The sleek buses with the leaping mustang logo — a nod to the Denver Broncos, and Colorado’s Wild West heritage — sat idle from March to June during this state’s “stay-at-home” orders.
But for the past month, CDOT’s signature statewide bus service, dubbed Bustang, has been back in business. Though ridership statistics for the past 30 days were unavailable at press time, there’s no doubt that fewer people are riding right now. That’s by design: CDOT has implemented a host of new safety protocols to help protect the health of both passengers and drivers, one of which is social distancing. As a result, certain seats have been blocked off.
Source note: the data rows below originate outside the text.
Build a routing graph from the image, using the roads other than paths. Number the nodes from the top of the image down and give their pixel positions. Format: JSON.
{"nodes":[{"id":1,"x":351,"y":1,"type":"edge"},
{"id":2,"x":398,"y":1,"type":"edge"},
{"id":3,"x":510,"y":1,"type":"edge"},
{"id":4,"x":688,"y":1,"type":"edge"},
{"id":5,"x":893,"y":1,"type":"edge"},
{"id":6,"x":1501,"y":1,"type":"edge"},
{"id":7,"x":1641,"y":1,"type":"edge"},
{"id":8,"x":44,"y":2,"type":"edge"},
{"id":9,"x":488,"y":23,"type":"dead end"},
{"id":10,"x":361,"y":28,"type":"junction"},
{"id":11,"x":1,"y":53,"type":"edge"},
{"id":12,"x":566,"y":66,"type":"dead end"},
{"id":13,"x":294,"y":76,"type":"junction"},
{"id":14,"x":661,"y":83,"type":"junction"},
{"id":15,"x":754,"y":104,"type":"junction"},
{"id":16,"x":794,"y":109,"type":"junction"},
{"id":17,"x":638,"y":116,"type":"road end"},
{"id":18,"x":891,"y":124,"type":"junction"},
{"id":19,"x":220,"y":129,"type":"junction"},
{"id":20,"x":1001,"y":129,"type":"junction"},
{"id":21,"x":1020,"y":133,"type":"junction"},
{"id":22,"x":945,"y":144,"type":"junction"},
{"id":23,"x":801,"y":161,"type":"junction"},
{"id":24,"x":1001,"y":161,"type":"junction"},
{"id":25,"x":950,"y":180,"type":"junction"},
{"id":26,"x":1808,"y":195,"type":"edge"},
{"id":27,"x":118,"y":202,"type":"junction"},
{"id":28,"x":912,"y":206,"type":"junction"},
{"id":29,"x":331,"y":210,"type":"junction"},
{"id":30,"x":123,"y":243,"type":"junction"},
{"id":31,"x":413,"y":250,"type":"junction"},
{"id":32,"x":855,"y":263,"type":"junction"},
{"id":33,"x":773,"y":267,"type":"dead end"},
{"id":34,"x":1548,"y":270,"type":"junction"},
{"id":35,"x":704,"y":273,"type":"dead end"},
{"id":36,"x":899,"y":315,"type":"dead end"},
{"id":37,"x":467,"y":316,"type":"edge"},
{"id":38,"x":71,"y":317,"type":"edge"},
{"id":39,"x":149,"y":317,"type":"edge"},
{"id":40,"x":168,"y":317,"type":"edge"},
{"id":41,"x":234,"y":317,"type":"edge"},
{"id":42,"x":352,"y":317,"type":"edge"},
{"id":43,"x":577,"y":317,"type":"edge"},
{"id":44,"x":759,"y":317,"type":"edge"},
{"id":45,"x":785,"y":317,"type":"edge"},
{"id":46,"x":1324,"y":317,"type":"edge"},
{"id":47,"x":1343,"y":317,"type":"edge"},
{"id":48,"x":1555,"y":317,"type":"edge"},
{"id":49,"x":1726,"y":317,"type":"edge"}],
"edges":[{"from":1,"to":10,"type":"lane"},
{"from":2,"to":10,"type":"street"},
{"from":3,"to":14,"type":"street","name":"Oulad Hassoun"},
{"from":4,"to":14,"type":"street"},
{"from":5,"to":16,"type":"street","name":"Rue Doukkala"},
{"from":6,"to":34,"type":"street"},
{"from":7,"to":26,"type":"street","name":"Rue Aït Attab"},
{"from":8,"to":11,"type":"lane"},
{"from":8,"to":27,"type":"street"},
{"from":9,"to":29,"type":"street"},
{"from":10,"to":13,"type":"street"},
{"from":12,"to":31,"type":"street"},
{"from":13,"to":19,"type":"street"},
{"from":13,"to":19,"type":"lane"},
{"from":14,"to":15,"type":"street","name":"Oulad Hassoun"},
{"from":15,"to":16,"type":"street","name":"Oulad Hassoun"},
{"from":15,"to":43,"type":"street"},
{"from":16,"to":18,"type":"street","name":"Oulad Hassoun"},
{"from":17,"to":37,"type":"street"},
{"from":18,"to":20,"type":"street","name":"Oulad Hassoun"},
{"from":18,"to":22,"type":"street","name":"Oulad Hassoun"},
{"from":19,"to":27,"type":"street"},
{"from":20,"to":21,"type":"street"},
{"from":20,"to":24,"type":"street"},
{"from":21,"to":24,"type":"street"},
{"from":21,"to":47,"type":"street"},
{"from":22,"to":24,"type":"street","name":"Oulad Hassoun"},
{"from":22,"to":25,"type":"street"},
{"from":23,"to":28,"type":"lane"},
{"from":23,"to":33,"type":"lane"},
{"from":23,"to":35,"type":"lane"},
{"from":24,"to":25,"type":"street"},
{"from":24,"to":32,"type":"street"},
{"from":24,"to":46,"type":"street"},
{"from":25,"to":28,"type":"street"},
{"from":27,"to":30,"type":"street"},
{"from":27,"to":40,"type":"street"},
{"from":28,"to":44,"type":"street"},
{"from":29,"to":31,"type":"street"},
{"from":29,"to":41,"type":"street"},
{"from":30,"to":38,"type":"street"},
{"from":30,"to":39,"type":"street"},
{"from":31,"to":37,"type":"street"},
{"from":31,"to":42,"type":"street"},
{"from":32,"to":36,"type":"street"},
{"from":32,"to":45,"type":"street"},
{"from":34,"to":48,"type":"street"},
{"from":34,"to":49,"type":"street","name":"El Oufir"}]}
Larger ‘Bustang’ conveyances are limited to 22 passengers, and smaller Outrider buses, including the one that traverses the route from Durango to Grand Junction daily (with stops in Telluride, Placerville, Ridgway and Montrose along the way), are now limited to 16 passengers.
“We have carefully monitored when to safely resume serving our Bustang and Outrider customers and are doing so now, with significant precautions in place that follow guidance and best practices from public health officials,” CDOT Executive Director Shoshana Lew said in a statement as the bus rides resumed. “We ask passengers to purchase tickets in advance, to the extent possible, so that we can minimize physical reactions and minimize social distancing.”
Other safety protocols, according to Jeffrey Prillwitz, project manager for Bustang Outrider, include a requirement that masks be worn by both drivers and passengers; that passengers be offered hand-sanitizer wipes upon boarding; and that passengers’ temperatures will be taken upon boarding (anyone with a fever will not be allowed to board).
Buses will be thoroughly cleaned and disinfected “upon the completion of each route and at the end of each day’s routes” (including all seats, front and back headrests, armrests, etc.)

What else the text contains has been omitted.